Investigation of anti-fouling processing aids in the primary evaporation of whey permeate
Harrison, D. (2009). Investigation of anti-fouling processing aids in the primary evaporation of whey permeate (Thesis, Master of Science (Technology) (MSc(Tech))). The University of Waikato, Hamilton, New Zealand. Retrieved from http://hdl.handle.net/10289/6036
Permanent Research Commons link: http://hdl.handle.net/10289/6036
The production of lactose via the concentration of whey permeate is an important process in the dairy industry. Hautapu dairy factory, owned by Fonterra Cooperative Group, process milk into a range of dairy-based products including; Cheese, Milk Protein Concentrate and Lactose.
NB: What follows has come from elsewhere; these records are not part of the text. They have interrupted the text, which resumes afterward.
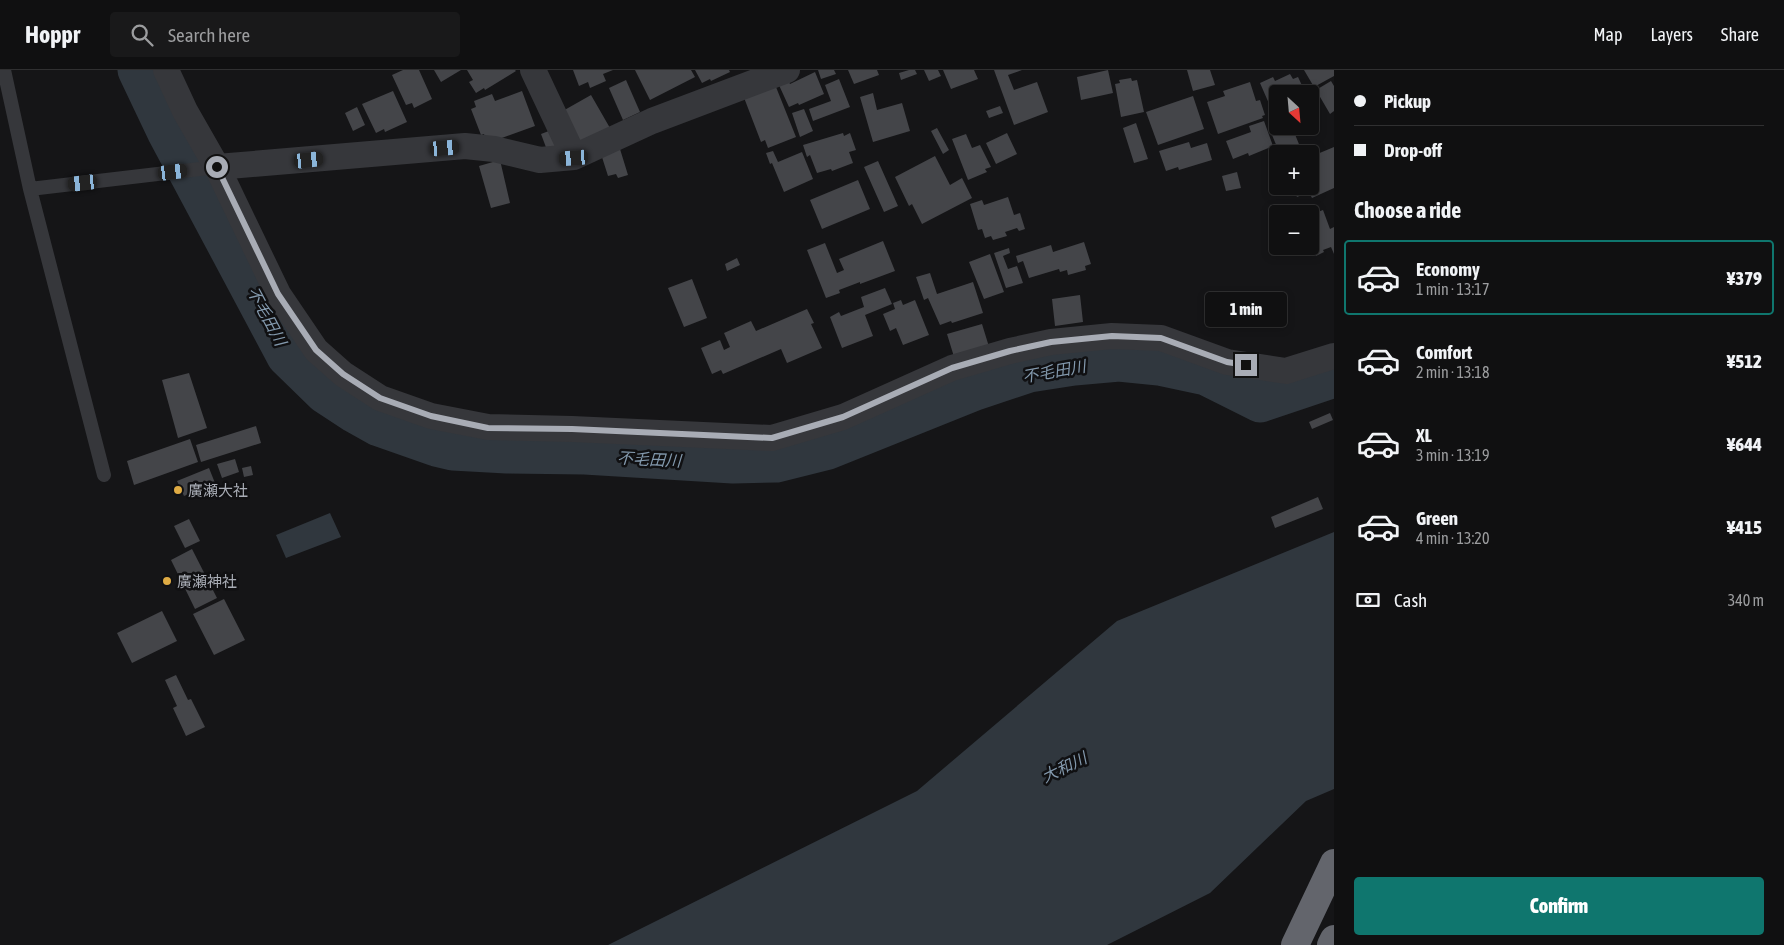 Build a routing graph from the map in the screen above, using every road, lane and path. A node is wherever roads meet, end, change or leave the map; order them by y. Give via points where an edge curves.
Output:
1 (4, 70) edge
2 (166, 70) edge
3 (533, 70) edge
4 (787, 70) edge
5 (574, 158) junction
6 (217, 167) junction
7 (30, 189) junction
8 (1334, 356) edge
9 (104, 475) dead end
10 (1334, 863) edge
11 (1334, 939) edge
12 (1295, 945) edge
13 (1331, 945) edge

1 - 7 lane
2 - 6 street
3 - 5 street
4 - 5 street via 652,121
5 - 6 street via 540,160 465,146
6 - 7 lane
6 - 8 street via 278,294 316,350 343,374 380,398 431,416 488,428 772,438 843,417 952,368 1051,342 1112,336 1161,338 1227,362 1286,372
7 - 9 lane
10 - 12 highway
11 - 13 highway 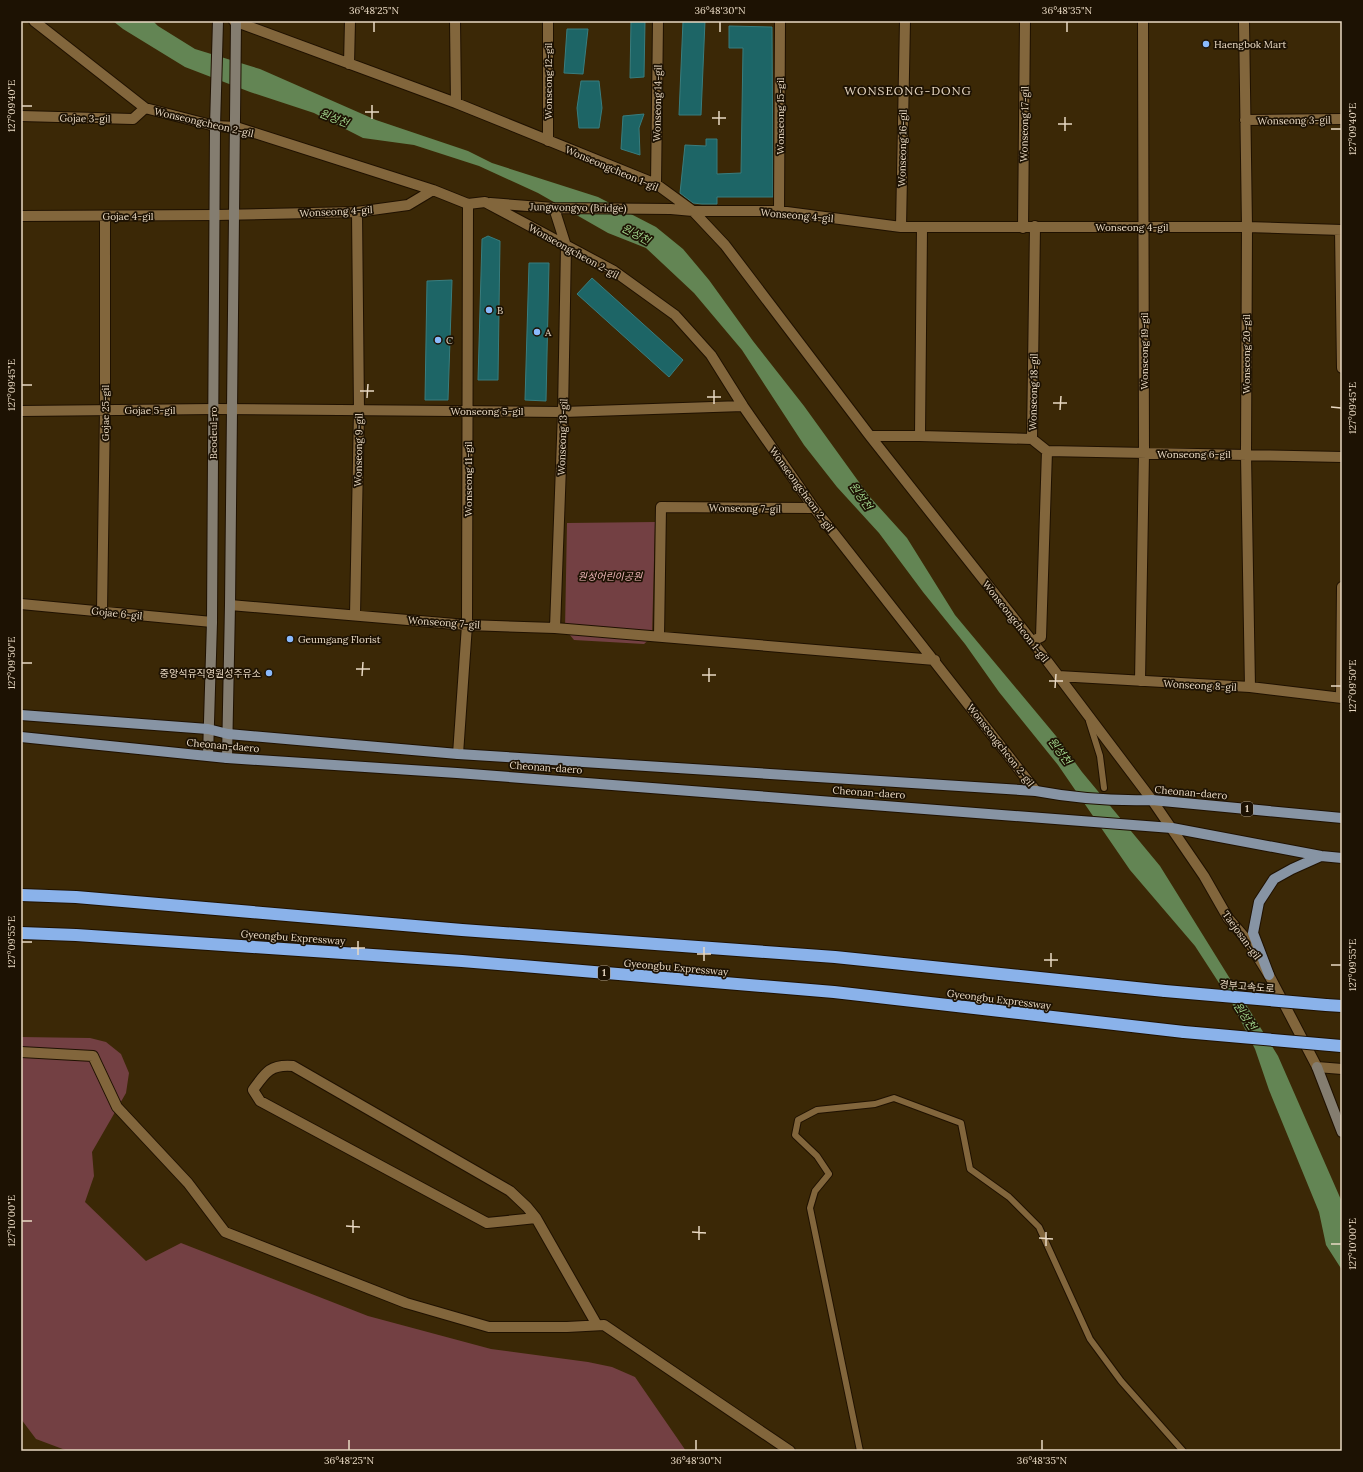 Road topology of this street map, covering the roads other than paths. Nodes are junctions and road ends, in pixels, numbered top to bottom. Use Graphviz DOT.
graph roads {
  1 [pos="34,21"];
  2 [pos="236,21"];
  3 [pos="350,21"];
  4 [pos="455,21"];
  5 [pos="548,21"];
  6 [pos="658,21"];
  7 [pos="780,21"];
  8 [pos="905,21"];
  9 [pos="1025,21"];
  10 [pos="1144,21"];
  11 [pos="1244,21"];
  12 [pos="217,24"];
  13 [pos="349,64"];
  14 [pos="456,103"];
  15 [pos="145,108"];
  16 [pos="21,116"];
  17 [pos="1342,119"];
  18 [pos="1245,120"];
  19 [pos="236,123"];
  20 [pos="216,126"];
  21 [pos="548,141"];
  22 [pos="656,184"];
  23 [pos="433,190"];
  24 [pos="485,202"];
  25 [pos="468,204"];
  26 [pos="554,208"];
  27 [pos="671,208"];
  28 [pos="693,211"];
  29 [pos="780,211"];
  30 [pos="357,212"];
  31 [pos="216,215"];
  32 [pos="235,215"];
  33 [pos="21,216"];
  34 [pos="105,216"];
  35 [pos="1035,226"];
  36 [pos="901,227"];
  37 [pos="1247,227"];
  38 [pos="922,228"];
  39 [pos="1022,228"];
  40 [pos="1145,228"];
  41 [pos="1341,230"];
  42 [pos="566,246"];
  43 [pos="1342,368"];
  44 [pos="743,406"];
  45 [pos="214,409"];
  46 [pos="105,410"];
  47 [pos="231,410"];
  48 [pos="21,411"];
  49 [pos="359,411"];
  50 [pos="468,411"];
  51 [pos="563,412"];
  52 [pos="870,436"];
  53 [pos="920,436"];
  54 [pos="1032,439"];
  55 [pos="1047,452"];
  56 [pos="1144,454"];
  57 [pos="1246,454"];
  58 [pos="1342,457"];
  59 [pos="814,508"];
  60 [pos="1342,587"];
  61 [pos="21,604"];
  62 [pos="230,605"];
  63 [pos="102,611"];
  64 [pos="355,615"];
  65 [pos="212,622"];
  66 [pos="467,624"];
  67 [pos="555,628"];
  68 [pos="659,637"];
  69 [pos="1032,641"];
  70 [pos="935,660"];
  71 [pos="1058,676"];
  72 [pos="1140,681"];
  73 [pos="1250,687"];
  74 [pos="1342,698"];
  75 [pos="1087,714"];
  76 [pos="21,715"];
  77 [pos="208,729"];
  78 [pos="228,734"];
  79 [pos="21,737"];
  80 [pos="458,754"];
  81 [pos="208,755"];
  82 [pos="227,758"];
  83 [pos="1104,788"];
  84 [pos="1036,791"];
  85 [pos="1152,800"];
  86 [pos="1342,818"];
  87 [pos="1172,828"];
  88 [pos="1321,856"];
  89 [pos="1342,858"];
  90 [pos="21,895"];
  91 [pos="21,933"];
  92 [pos="1269,975"];
  93 [pos="1165,990"];
  94 [pos="1342,1006"];
  95 [pos="1342,1046"];
  96 [pos="21,1052"];
  97 [pos="1317,1067"];
  98 [pos="1342,1069"];
  99 [pos="1342,1132"];
  100 [pos="536,1218"];
  101 [pos="597,1325"];
  102 [pos="790,1451"];
  103 [pos="860,1451"];
  104 [pos="1183,1451"];
  1 -- 15 [label="street, Wonseongcheon 2-gil"];
  2 -- 13 [label="street, Wonseongcheon 1-gil"];
  2 -- 19 [label="street, Beodeul-ro"];
  3 -- 13 [label="street"];
  4 -- 14 [label="street"];
  5 -- 21 [label="street, Wonseong 12-gil"];
  6 -- 22 [label="street, Wonseong 14-gil"];
  7 -- 29 [label="street, Wonseong 15-gil"];
  8 -- 36 [label="street, Wonseong 16-gil"];
  9 -- 39 [label="street, Wonseong 17-gil"];
  10 -- 40 [label="street, Wonseong 19-gil"];
  11 -- 18 [label="street, Wonseong 20-gil"];
  12 -- 20 [label="street, Beodeul-ro"];
  13 -- 14 [label="street, Wonseongcheon 1-gil"];
  14 -- 21 [label="street, Wonseongcheon 1-gil"];
  15 -- 16 [label="street, Gojae 3-gil"];
  15 -- 20 [label="street, Wonseongcheon 2-gil"];
  17 -- 18 [label="street, Wonseong 3-gil"];
  18 -- 37 [label="street, Wonseong 20-gil"];
  19 -- 20 [label="street, Wonseongcheon 2-gil"];
  19 -- 23 [label="street, Wonseongcheon 2-gil"];
  19 -- 32 [label="street, Beodeul-ro"];
  20 -- 31 [label="street, Beodeul-ro"];
  21 -- 22 [label="street, Wonseongcheon 1-gil"];
  22 -- 28 [label="street, Wonseongcheon 1-gil"];
  23 -- 25 [label="street, Wonseongcheon 2-gil"];
  23 -- 30 [label="street, Wonseong 4-gil"];
  24 -- 25 [label="street, Wonseongcheon 2-gil"];
  24 -- 26 [label="street, Jungwongyo (Bridge)"];
  24 -- 42 [label="street, Wonseongcheon 2-gil"];
  25 -- 50 [label="street, Wonseong 11-gil"];
  26 -- 27 [label="street, Jungwongyo (Bridge)"];
  26 -- 42 [label="street, Wonseong 13-gil"];
  27 -- 28 [label="street, Wonseong 4-gil"];
  28 -- 29 [label="street, Wonseong 4-gil"];
  28 -- 52 [label="street, Wonseongcheon 1-gil"];
  29 -- 36 [label="street, Wonseong 4-gil"];
  30 -- 32 [label="street, Wonseong 4-gil"];
  30 -- 49 [label="street, Wonseong 9-gil"];
  31 -- 32 [label="street, Gojae 4-gil"];
  31 -- 34 [label="street, Gojae 4-gil"];
  31 -- 45 [label="street, Beodeul-ro"];
  32 -- 47 [label="street, Beodeul-ro"];
  33 -- 34 [label="street, Gojae 4-gil"];
  34 -- 46 [label="street, Gojae 25-gil"];
  35 -- 39 [label="street, Wonseong 4-gil"];
  35 -- 40 [label="street, Wonseong 4-gil"];
  35 -- 54 [label="street, Wonseong 18-gil"];
  36 -- 38 [label="street, Wonseong 4-gil"];
  37 -- 40 [label="street, Wonseong 4-gil"];
  37 -- 41 [label="street, Wonseong 4-gil"];
  37 -- 57 [label="street, Wonseong 20-gil"];
  38 -- 39 [label="street, Wonseong 4-gil"];
  38 -- 53 [label="street"];
  40 -- 56 [label="street, Wonseong 19-gil"];
  41 -- 43 [label="street"];
  42 -- 44 [label="street, Wonseongcheon 2-gil"];
  42 -- 51 [label="street, Wonseong 13-gil"];
  44 -- 51 [label="street, Wonseong 5-gil"];
  44 -- 59 [label="street, Wonseongcheon 2-gil"];
  45 -- 46 [label="street, Gojae 5-gil"];
  45 -- 47 [label="street, Gojae 5-gil"];
  45 -- 65 [label="street, Beodeul-ro"];
  46 -- 48 [label="street, Gojae 5-gil"];
  46 -- 63 [label="street, Gojae 25-gil"];
  47 -- 49 [label="street, Wonseong 5-gil"];
  47 -- 62 [label="street, Beodeul-ro"];
  49 -- 50 [label="street, Wonseong 5-gil"];
  49 -- 64 [label="street, Wonseong 9-gil"];
  50 -- 51 [label="street, Wonseong 5-gil"];
  50 -- 66 [label="street, Wonseong 11-gil"];
  51 -- 67 [label="street, Wonseong 13-gil"];
  52 -- 53 [label="street"];
  52 -- 69 [label="street, Wonseongcheon 1-gil"];
  53 -- 54 [label="street"];
  54 -- 55 [label="street, Wonseong 18-gil"];
  55 -- 56 [label="street, Wonseong 6-gil"];
  55 -- 69 [label="street"];
  56 -- 57 [label="street, Wonseong 6-gil"];
  56 -- 72 [label="street, Wonseong 19-gil"];
  57 -- 58 [label="street, Wonseong 6-gil"];
  57 -- 73 [label="street, Wonseong 20-gil"];
  59 -- 68 [label="street, Wonseong 7-gil"];
  59 -- 70 [label="street, Wonseongcheon 2-gil"];
  60 -- 74 [label="street"];
  61 -- 63 [label="street, Gojae 6-gil"];
  62 -- 64 [label="street, Wonseong 7-gil"];
  62 -- 78 [label="street, Beodeul-ro"];
  63 -- 65 [label="street, Gojae 6-gil"];
  64 -- 66 [label="street, Wonseong 7-gil"];
  65 -- 77 [label="street, Beodeul-ro"];
  66 -- 67 [label="street, Wonseong 7-gil"];
  66 -- 80 [label="street, Wonseong 11-gil"];
  67 -- 68 [label="street, Wonseong 7-gil"];
  68 -- 70 [label="street, Wonseong 7-gil"];
  69 -- 71 [label="street, Wonseongcheon 1-gil"];
  70 -- 84 [label="street, Wonseongcheon 2-gil"];
  71 -- 72 [label="street, Wonseong 8-gil"];
  71 -- 75 [label="street, Wonseongcheon 1-gil"];
  72 -- 73 [label="street, Wonseong 8-gil"];
  73 -- 74 [label="street, Wonseong 8-gil"];
  75 -- 83 [label="lane"];
  75 -- 85 [label="street, Wonseongcheon 1-gil"];
  76 -- 77 [label="main road, Cheonan-daero / 1"];
  77 -- 78 [label="main road, Cheonan-daero / 1"];
  77 -- 81 [label="street, Beodeul-ro"];
  78 -- 80 [label="main road, Cheonan-daero / 1"];
  78 -- 82 [label="street, Beodeul-ro"];
  79 -- 81 [label="main road, Cheonan-daero"];
  80 -- 84 [label="main road, Cheonan-daero / 1"];
  81 -- 82 [label="main road, Cheonan-daero"];
  82 -- 87 [label="main road, Cheonan-daero"];
  84 -- 85 [label="main road, Cheonan-daero / 1"];
  85 -- 86 [label="main road, Cheonan-daero / 1"];
  85 -- 87 [label="street, Wonseongcheon 1-gil"];
  87 -- 88 [label="main road"];
  87 -- 92 [label="street, Taejosan-gil"];
  88 -- 89 [label="main road"];
  88 -- 92 [label="main road"];
  90 -- 93 [label="highway, Gyeongbu Expressway"];
  91 -- 95 [label="highway, Gyeongbu Expressway / 1, bridge"];
  92 -- 97 [label="street, Taejosan-gil"];
  93 -- 94 [label="highway, 경부고속도로, bridge"];
  96 -- 101 [label="street"];
  97 -- 98 [label="street"];
  97 -- 99 [label="street, Taejosan-gil"];
  100 -- 100 [label="street"];
  100 -- 101 [label="street"];
  101 -- 102 [label="street"];
  103 -- 104 [label="lane"];
}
This project was focused around reducing fouling during the evaporation of whey permeate for the production of lactose powder. As whey permeate is heated in evaporators, mineral salts precipitate and accumulate onto the stainless steel heat exchange surfaces. This layer of mineral scale, known as fouling, greatly reduces the amount of heat transfer used for evaporating the whey permeate. Once the fouling gets to a point where it is no longer achievable to reach the concentrated solids target, the evaporator is shut down and cleaned with chemicals to remove the scale build up. To decrease the amount of scale build up, a process aid is added to the whey permeate. This process aid A , or PAA, is a polyphosphate that when added to the feed stream gives longer run times. This project was aimed at establishing the chemistry behind the inhibiting abilities of PAA and its interaction with whey permeate. It is known that PAA acts as a complexing agent with calcium when it is added to the permeate stream which prevents it from forming calcium phosphate, the main source of fouling. In the course of the research, it was fortuitously discovered that PAA works very inefficiently as an inhibitor in whey permeate because of its ability to form an insoluble salt with free calcium ions. The consequence of this was that high calcium levels in whey permeate lead to PAA precipitating out of solution rendering it an ineffective anti-fouling agent to prevent further scale build up. As a result of this, alternative inhibitors were considered and tested for their calcium tolerance and calcium phosphate inhibiting properties. From these considerations, carboxymethyl inulin was regarded as the most favourable replacement candidate for PAA. This resulted in plans being set down for a future industrial trial involving the carboxymethyl inulin.